Data excerpts
◇ ◇ ◇ ◇

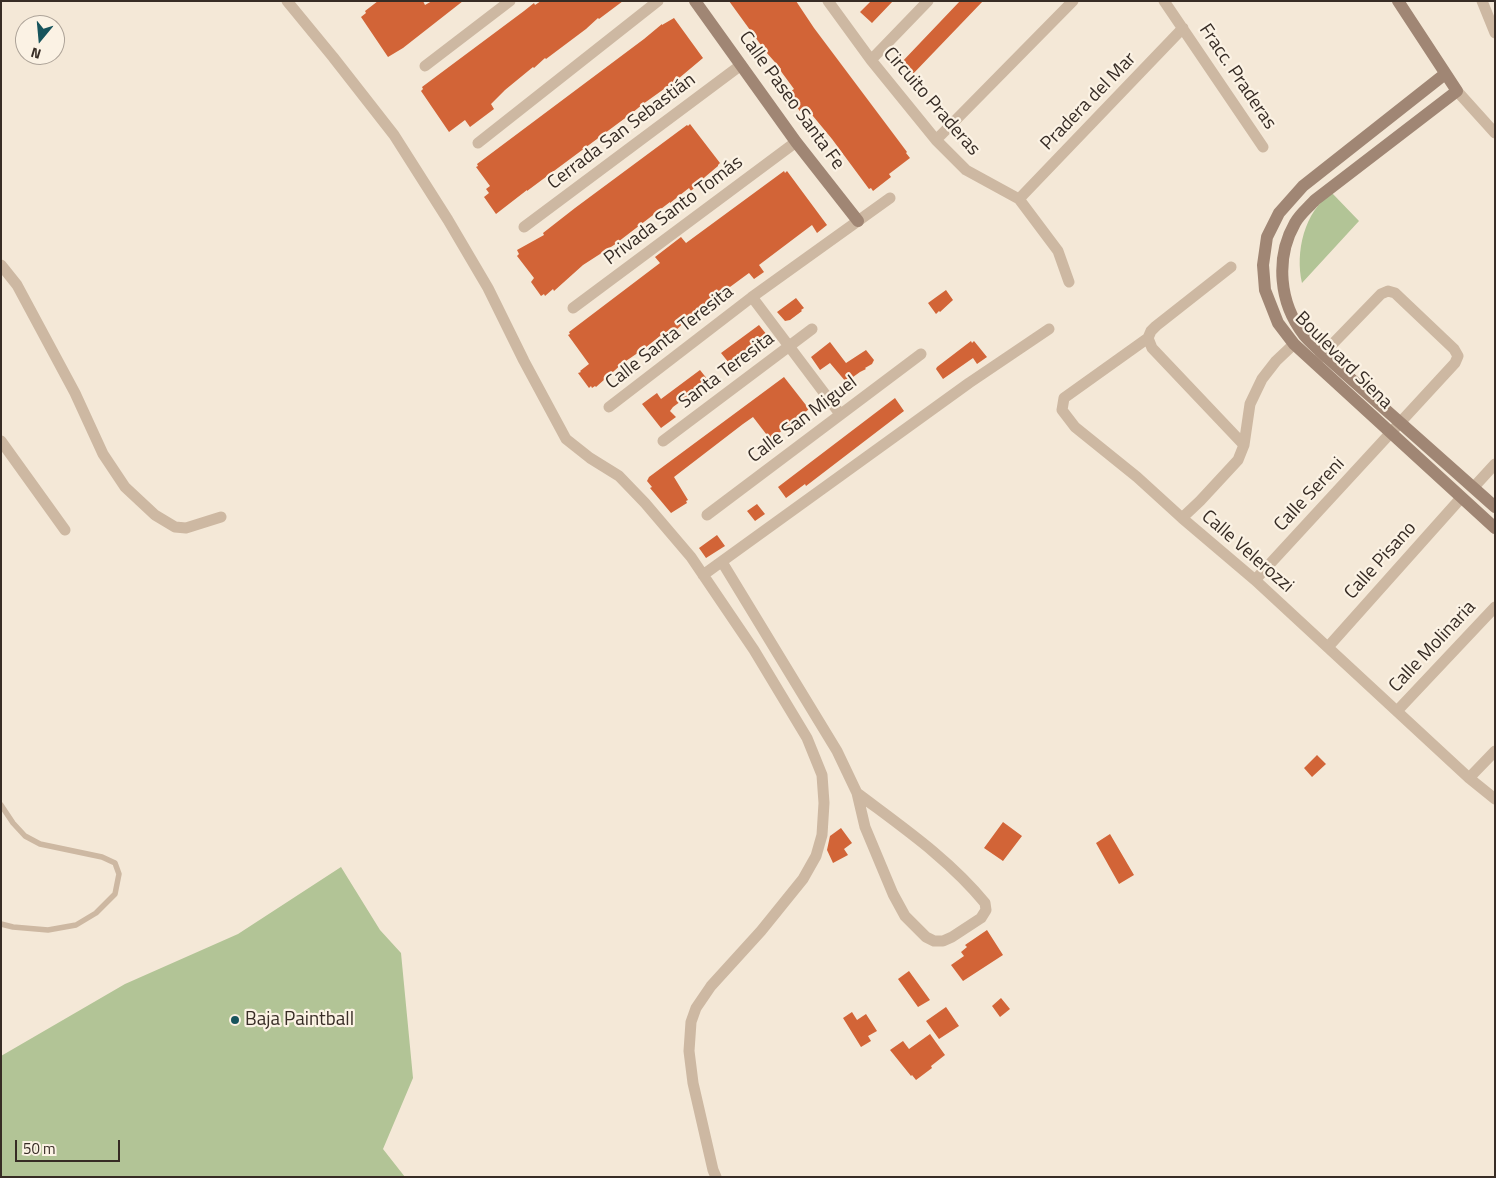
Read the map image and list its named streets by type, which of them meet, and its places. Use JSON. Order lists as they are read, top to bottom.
{
  "streets": {
    "street": [
      "Fracc. Praderas",
      "Calle Paseo Santa Fe",
      "Circuito Praderas",
      "Pradera del Mar",
      "Cerrada San Sebastián",
      "Privada Santo Tomás",
      "Calle Santa Teresita",
      "Boulevard Siena",
      "Santa Teresita",
      "Calle San Miguel",
      "Calle Sereni",
      "Calle Velerozzi",
      "Calle Pisano",
      "Calle Molinaria"
    ]
  },
  "crossings": [
    ["Fracc. Praderas", "Pradera del Mar"],
    ["Calle Paseo Santa Fe", "Cerrada San Sebastián"],
    ["Calle Paseo Santa Fe", "Privada Santo Tomás"],
    ["Calle Paseo Santa Fe", "Calle Santa Teresita"],
    ["Circuito Praderas", "Pradera del Mar"],
    ["Calle Santa Teresita", "Santa Teresita"],
    ["Calle Santa Teresita", "Calle San Miguel"],
    ["Boulevard Siena", "Calle Sereni"],
    ["Boulevard Siena", "Calle Pisano"],
    ["Calle Sereni", "Calle Velerozzi"],
    ["Calle Velerozzi", "Calle Pisano"],
    ["Calle Velerozzi", "Calle Molinaria"]
  ],
  "places": ["Baja Paintball"],
  "scale_bar": "50 m",
  "north": "bottom"
}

◇ ◇ ◇ ◇

TASK PROMPT:
Transcribe all the lines above exactly; any image among them is skipped.

ANSWER TO THIS EXERCISE:
Read the map image and list its named streets by type, which of them meet, and its places. Use JSON. Order lists as they are read, top to bottom.
{
  "streets": {
    "street": [
      "Fracc. Praderas",
      "Calle Paseo Santa Fe",
      "Circuito Praderas",
      "Pradera del Mar",
      "Cerrada San Sebastián",
      "Privada Santo Tomás",
      "Calle Santa Teresita",
      "Boulevard Siena",
      "Santa Teresita",
      "Calle San Miguel",
      "Calle Sereni",
      "Calle Velerozzi",
      "Calle Pisano",
      "Calle Molinaria"
    ]
  },
  "crossings": [
    ["Fracc. Praderas", "Pradera del Mar"],
    ["Calle Paseo Santa Fe", "Cerrada San Sebastián"],
    ["Calle Paseo Santa Fe", "Privada Santo Tomás"],
    ["Calle Paseo Santa Fe", "Calle Santa Teresita"],
    ["Circuito Praderas", "Pradera del Mar"],
    ["Calle Santa Teresita", "Santa Teresita"],
    ["Calle Santa Teresita", "Calle San Miguel"],
    ["Boulevard Siena", "Calle Sereni"],
    ["Boulevard Siena", "Calle Pisano"],
    ["Calle Sereni", "Calle Velerozzi"],
    ["Calle Velerozzi", "Calle Pisano"],
    ["Calle Velerozzi", "Calle Molinaria"]
  ],
  "places": ["Baja Paintball"],
  "scale_bar": "50 m",
  "north": "bottom"
}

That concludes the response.